Educational accountability takes another long sabbatical and perhaps goes into retirement..
Clearly, the time has come to shoot the messenger, or at least bury him. The Washington Assessment of Student Learning continues to reveal that a great many of Washington’s pupils are not learning the bare minimum that the state has established for earning a high school diploma. There are only two explanations for this failure – slow students or poor teachers.
No politician in this state is stupid enough to blame the failure on intellectually deficient students. And the deep-pocketed teachers’ unions are too powerful and too influential for the party in power to risk offending. So, the solution to the dilemma is to blame the test.
The scores from the 2005-2006 school year showed that only 56% of Washington’s students passed the mathematics portion of the 10th grade WASL. Only 38% knew enough about science to pass that section.
Three years ago, the state eliminated the “listening section” of the exam because scores were embarrassingly low. The legislature plans to cut and run from science next.
Fixing the education system is not an option. Not when the Seattle school system condemns, “having a future time orientation,” (planning ahead) as a manifestation of “cultural racism.” This would include such offenses as studying for an exam or budgeting time for a term paper.
So the focus now turns not to improving student or teacher performance, but to “fixing the WASL.” Although I suspect that what the legislators mean by fixing has more in common with the way that the Mafia fixes sporting events than it does with the way that an electrician fixes a faulty circuit.

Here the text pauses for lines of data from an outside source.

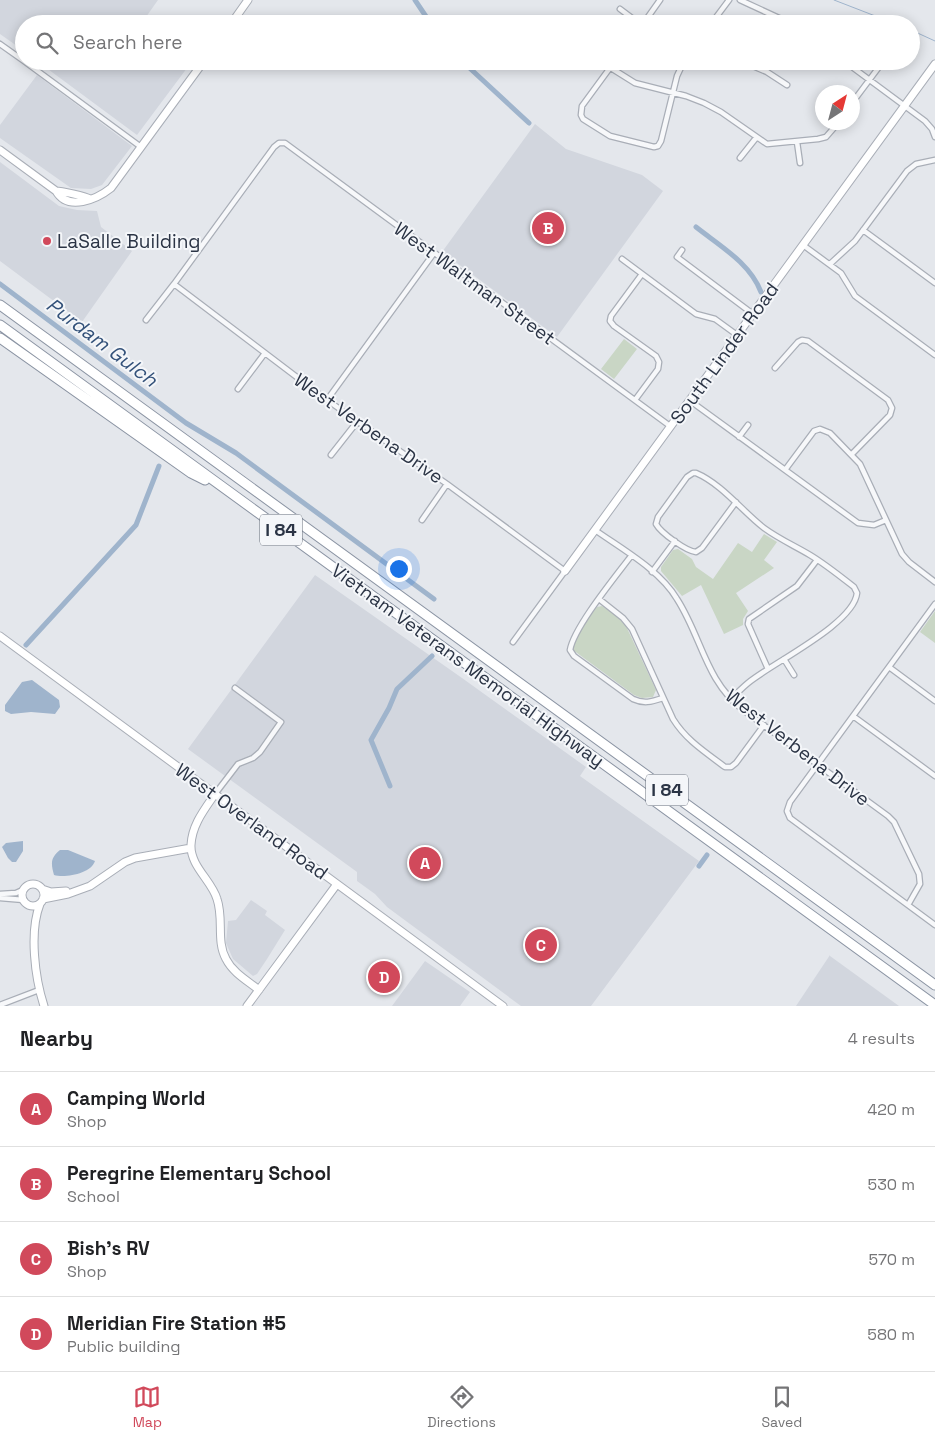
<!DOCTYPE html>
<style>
:root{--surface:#fff;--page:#f2f2f2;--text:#202124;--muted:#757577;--line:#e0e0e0;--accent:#d1495b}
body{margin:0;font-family:"Space Grotesk",sans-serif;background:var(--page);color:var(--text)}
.compass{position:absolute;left:815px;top:85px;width:45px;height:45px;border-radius:50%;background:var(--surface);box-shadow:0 2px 12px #0003;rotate:36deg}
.you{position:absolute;left:398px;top:568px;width:18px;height:18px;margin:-12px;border:4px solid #fff;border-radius:50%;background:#1a73e8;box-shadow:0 0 0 8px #1a73e833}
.badge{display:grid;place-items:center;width:32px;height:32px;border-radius:50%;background:var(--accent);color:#fff;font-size:16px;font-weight:700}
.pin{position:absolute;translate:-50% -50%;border:2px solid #fff;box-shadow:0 1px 5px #0006}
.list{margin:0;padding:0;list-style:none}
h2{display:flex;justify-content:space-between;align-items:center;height:65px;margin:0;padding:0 20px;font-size:21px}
h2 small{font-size:16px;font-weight:400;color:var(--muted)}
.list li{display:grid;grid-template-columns:32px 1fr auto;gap:15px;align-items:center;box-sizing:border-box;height:75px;padding:0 20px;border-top:1px solid var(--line)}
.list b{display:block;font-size:19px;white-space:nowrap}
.list p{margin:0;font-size:16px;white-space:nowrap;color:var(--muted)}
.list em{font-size:16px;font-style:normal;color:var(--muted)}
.icon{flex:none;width:28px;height:28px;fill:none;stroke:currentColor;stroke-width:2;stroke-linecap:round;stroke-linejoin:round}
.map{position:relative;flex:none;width:935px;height:1006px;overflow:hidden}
.search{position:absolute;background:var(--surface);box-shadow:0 2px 12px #0003;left:15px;right:15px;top:15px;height:55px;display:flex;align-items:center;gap:12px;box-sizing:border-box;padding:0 18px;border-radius:28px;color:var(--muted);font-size:19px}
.sheet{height:365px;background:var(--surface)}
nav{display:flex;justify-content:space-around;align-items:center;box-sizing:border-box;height:70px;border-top:1px solid var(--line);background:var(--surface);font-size:14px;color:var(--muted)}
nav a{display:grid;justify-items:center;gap:2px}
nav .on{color:var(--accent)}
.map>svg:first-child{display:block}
</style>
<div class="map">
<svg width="935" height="1006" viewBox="0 0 935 1006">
<rect width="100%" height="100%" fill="#e4e7ec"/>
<!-- built -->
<path fill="#d2d6de" d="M 0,0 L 158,0 L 141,24 L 24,24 L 24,51 L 0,34 Z
M 37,61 L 186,61 L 190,64 L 137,135 Z
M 37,75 L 132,146 L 102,185 L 91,189 L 71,188 L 0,138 L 0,125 Z
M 535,124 L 566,149 L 642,175 L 663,191 L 557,337 L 442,252 Z
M 0,162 L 59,206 L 77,210 L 97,211 L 101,227 L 132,251 L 82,322 L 0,261 Z
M 315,575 L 462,678 L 586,767 L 580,776 L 699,861 L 591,1006 L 521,1006 L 387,907 L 375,894 L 357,881 L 357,872 L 188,749 Z
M 251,900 L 267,911 L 265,915 L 285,930 L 267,959 L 257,974 L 253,976 L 233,959 L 226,943 L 228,921 L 236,920 Z
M 830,955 L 830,956 L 899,1006 L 796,1006 Z
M 425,961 L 470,992 L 460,1006 L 392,1006 Z"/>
<!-- green -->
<path fill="#c9d6c5" d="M 624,339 L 637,349 L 614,379 L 601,369 Z
M 764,534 L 777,542 L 764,560 L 774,568 L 736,593 L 748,611 L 743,619 L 743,625 L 724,634 L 701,585 L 682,596 L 661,571 L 661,567 L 673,550 L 678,549 L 692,559 L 696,567 L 713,579 L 738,543 L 752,552 Z
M 602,606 L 617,616 L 626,626 L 656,690 L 653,697 L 642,698 L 634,695 L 573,650 C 573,639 590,616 597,607 Z
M 935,611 L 935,643 L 920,632 Z"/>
<!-- water -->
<path fill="#9fb4cc" d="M 32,680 L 59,700 L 60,707 L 55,714 L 31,712 L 11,714 L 5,711 L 5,705 L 22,682 Z
M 23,841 L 23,851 L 16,862 L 12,862 L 8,858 L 2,847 L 6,843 Z
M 60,850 L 68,850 L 95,861 C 91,874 65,878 54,875 C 51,864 50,858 60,850 Z"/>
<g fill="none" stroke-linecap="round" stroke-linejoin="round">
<!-- stream -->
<path stroke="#9fb4cc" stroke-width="1" d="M 834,0 L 896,24
M 911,30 L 935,41"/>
<!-- canal -->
<path stroke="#9fb4cc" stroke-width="5" d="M 415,0 L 431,24
M 462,61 L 529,123
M 696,227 C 720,246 750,263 761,292
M 0,284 L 186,423 L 236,453 L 434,599
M 26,645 L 136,525 L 159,466
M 390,786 L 371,740 L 389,708 L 397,689 L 432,656
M 699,866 L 707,855"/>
<!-- street casing -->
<g stroke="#a9aeb7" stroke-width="7">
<path id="street" d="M 740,0 L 792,24
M 620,9 L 640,24
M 643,24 L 660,0
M 711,24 L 729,0
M 0,44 L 24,61
M 24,61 L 141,147
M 615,61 L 582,106 L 581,115 L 583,119 L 610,136 L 654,147 L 658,146 L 661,141 L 677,76 L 684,61
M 741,61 L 767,72 L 787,85
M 844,61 L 925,121 L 932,129 L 935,137
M 611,68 L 635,83 L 686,96 L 704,103 L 721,112 L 767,144 L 818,139 L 826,137 L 839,122
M 852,103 L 882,63
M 797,142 L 800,163
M 740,158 L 756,138
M 863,230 L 935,283
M 803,245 L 841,273 L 855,296 L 935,355
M 682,250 L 677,257 L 753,314
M 622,259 L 696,314 L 715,319 L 737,335
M 830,264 L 855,241 L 907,171 L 916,164 L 935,160
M 174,284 L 327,400 L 447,484 L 565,571 L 513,642
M 146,320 L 174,284 L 274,147 L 279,143 L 285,143 L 670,426
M 775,368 L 798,342 L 802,340 L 808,341 L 888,400 L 892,408 L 890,415 L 852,454
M 238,389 L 265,353
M 327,400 L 434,253
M 635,400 L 658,369 L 659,362 L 656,356 L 614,326 L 610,321 L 611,316 L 642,274
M 689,400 L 858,523 L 874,525 L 886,520
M 739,437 L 748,425
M 331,455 L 357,422
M 785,470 L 814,431 L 820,429 L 830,433 L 860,464 L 902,554 L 909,562 L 935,582
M 422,520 L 447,484
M 595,530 C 622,549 660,570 677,599 C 702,638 705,680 743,710 L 888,816 L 894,822 L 919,874 L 920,884 L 908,905
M 631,556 C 616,576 574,627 570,650 L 574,656 L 633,699 C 644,704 651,702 663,698
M 652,572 L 675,541
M 599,599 L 623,618 L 632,629 L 673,719 C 686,740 705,752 725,767 L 731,767 L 736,763 L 764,725
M 935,604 L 790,802 L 787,811 L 790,818 L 935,925
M 784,659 L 794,675
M 889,667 L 935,701
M 768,669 L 748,624 L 749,619 L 797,586 L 817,560
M 731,699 C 736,694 742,688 748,683 C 772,663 854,624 857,593 L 854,587 C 840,576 825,564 810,555 C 795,546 779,539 764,528 C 743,512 722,484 696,473 L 693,473 L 687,477 L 658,517 L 656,524 C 661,533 686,551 696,552 L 702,548 L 736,502
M 853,716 L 935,776
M 215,794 L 238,764 L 253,758 L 260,752 L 281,722 L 235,688
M 0,894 L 16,893 L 25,889
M 0,898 L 24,900
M 0,1005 L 39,990"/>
</g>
<!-- secondary casing -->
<g stroke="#a9aeb7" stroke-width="9">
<path id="secondary" d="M 231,24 L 248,0
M 0,150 L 56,191
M 90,199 C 85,196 61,191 56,191 C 68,212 97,199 111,188 L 204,61
M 565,571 L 935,64
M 0,636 L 503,1006
M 215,794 C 204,810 192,825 191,845 C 190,866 212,881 217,899 C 224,919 216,941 226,959 C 233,973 248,981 259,990
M22 895a11 11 0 1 1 22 0a11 11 0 1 1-22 0Z
M 42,889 L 51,892 L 66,891
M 43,899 L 68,894 L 90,886 L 125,862 L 135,858 L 191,848
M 40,904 C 29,932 35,978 44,1006
M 247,1006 L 337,884"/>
</g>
<!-- highway casing -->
<g stroke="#8b94a3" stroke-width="11">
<path id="highway" d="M 0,305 L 935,985
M 0,325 L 935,1005
M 0,338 L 191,473 L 205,480"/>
</g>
<!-- street -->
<use href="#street" stroke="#f7f8fa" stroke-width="4.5"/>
<!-- secondary -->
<use href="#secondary" stroke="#fff" stroke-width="7"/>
<!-- highway -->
<use href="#highway" stroke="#fff" stroke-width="9"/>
</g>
<!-- markers -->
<circle fill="#d1495b" stroke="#f4f6f9" stroke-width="2" cx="47" cy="241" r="5"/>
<g text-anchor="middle" stroke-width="4" stroke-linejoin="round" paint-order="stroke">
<!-- shield labels -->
<g fill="#f4f6f9" stroke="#676e7b" stroke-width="1">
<rect x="260" y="514.5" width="42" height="31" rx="4"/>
<rect x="646" y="774.5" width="42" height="31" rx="4"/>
</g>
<g font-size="18" font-weight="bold" fill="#2b3445">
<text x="281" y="536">I 84</text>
<text x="667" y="796">I 84</text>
</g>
<!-- poi labels -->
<g font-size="19" fill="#2b3445" stroke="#f4f6f9" text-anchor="start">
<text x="57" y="248">LaSalle Building</text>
</g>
<!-- street labels -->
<g font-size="19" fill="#2b3445" stroke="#f4f6f9">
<text transform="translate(475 283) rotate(36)" y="7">West Waltman Street</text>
<text transform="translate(724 353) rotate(-54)" y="7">South Linder Road</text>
<text transform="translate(369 428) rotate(35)" y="7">West Verbena Drive</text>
<text transform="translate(468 665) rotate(36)" y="7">Vietnam Veterans Memorial Highway</text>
<text transform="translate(798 747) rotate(38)" y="7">West Verbena Drive</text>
<text transform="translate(252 821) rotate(36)" y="7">West Overland Road</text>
</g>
<!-- water labels -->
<g font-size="20" font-style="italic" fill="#34527a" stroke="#f4f6f9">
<text transform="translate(102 342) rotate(37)" y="7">Purdam Gulch</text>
</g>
</g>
</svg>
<svg class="compass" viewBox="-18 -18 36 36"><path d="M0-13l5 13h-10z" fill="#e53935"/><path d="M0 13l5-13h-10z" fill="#757577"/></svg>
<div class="you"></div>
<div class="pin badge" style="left:425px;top:863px">A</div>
<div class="pin badge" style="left:548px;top:228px">B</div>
<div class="pin badge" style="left:541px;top:945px">C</div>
<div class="pin badge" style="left:384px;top:977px">D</div>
<div class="search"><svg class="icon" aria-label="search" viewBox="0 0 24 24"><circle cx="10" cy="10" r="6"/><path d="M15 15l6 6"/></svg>Search here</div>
</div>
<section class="sheet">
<h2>Nearby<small>4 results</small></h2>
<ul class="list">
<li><span class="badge">A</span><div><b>Camping World</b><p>Shop</p></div><em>420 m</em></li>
<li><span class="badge">B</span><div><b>Peregrine Elementary School</b><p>School</p></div><em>530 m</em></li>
<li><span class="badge">C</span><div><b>Bish's RV</b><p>Shop</p></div><em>570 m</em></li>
<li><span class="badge">D</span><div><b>Meridian Fire Station #5</b><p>Public building</p></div><em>580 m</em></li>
</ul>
</section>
<nav>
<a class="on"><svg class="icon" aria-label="map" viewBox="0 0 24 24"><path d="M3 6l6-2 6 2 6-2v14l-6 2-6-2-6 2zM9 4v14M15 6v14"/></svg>Map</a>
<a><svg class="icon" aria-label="directions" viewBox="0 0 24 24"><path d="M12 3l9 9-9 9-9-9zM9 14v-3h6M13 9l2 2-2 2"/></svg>Directions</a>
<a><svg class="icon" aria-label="saved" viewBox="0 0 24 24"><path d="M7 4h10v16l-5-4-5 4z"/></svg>Saved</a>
</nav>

Although, considering who is in charge over in Olympia, it may be more like the way that a veterinarian fixes a dog.
In any event, the one fix that seems most certain is postponing the enforcement elements of the WASL for at least 5 years. So, students, their parents and most importantly, their teachers, will be granted a stay of execution while the legislature dithers on what to do next. One thing that is clear, the fix will not have anything to do with bringing student performance up to the standards of the WASL.
Now, it is well known that any jackass can simply sit back and criticize. Offering genuine solutions takes some imagination. And so, as a civic duty, I would like to offer a few suggestions, consistent with the mood of the state’s power brokers, that our current legislature might want to consider, since holding teachers accountable for the quality of their work is not even a starting point.
Washington may want to test students on what students want to learn or what Washington’s schools actually want to teach them.
We could have a WASL section that measures just how high an opinion each student has of himself. Public schools have for a couple of decades now encouraged students to hold themselves in the highest regard, on the unproven assumption that high self-esteem translates into improved academic performance. The current WASL shows otherwise, so we need to change the WASL so that it will estimate the disproportion between achievement and self-esteem and award students scores based upon that ratio. Washington’s students should score off the charts.
Students could also be asked to recite the lyrics of the most popular hip hop rap tunes. Students who haven’t the slightest idea what reading assignment their teacher just gave them could probably repeat in rhythm ever word of the 5 most popular rap songs on the radio on any given day.
It’s also possible that the legislature will conclude that the medium used to administer the test is flawed. If students could take their tests via text messaging, that might modernize it enough to hold their concentration. The state would send the questions and the students would reply using cell phones. Or perhaps the test could be reformatted to resemble a video game. To graduate, students would have to reach the game’s highest level and defeat the final boss at multiplication tables.
No doubt about it. The WASL is going to be fixed. It’s just a matter of how the legislature is going to sell it to a public that still thinks that the quality of education needs improvement. Maybe they could do it the old-fashioned way and could start with those magic words: “Now, this won’t hurt a bit, Fido.”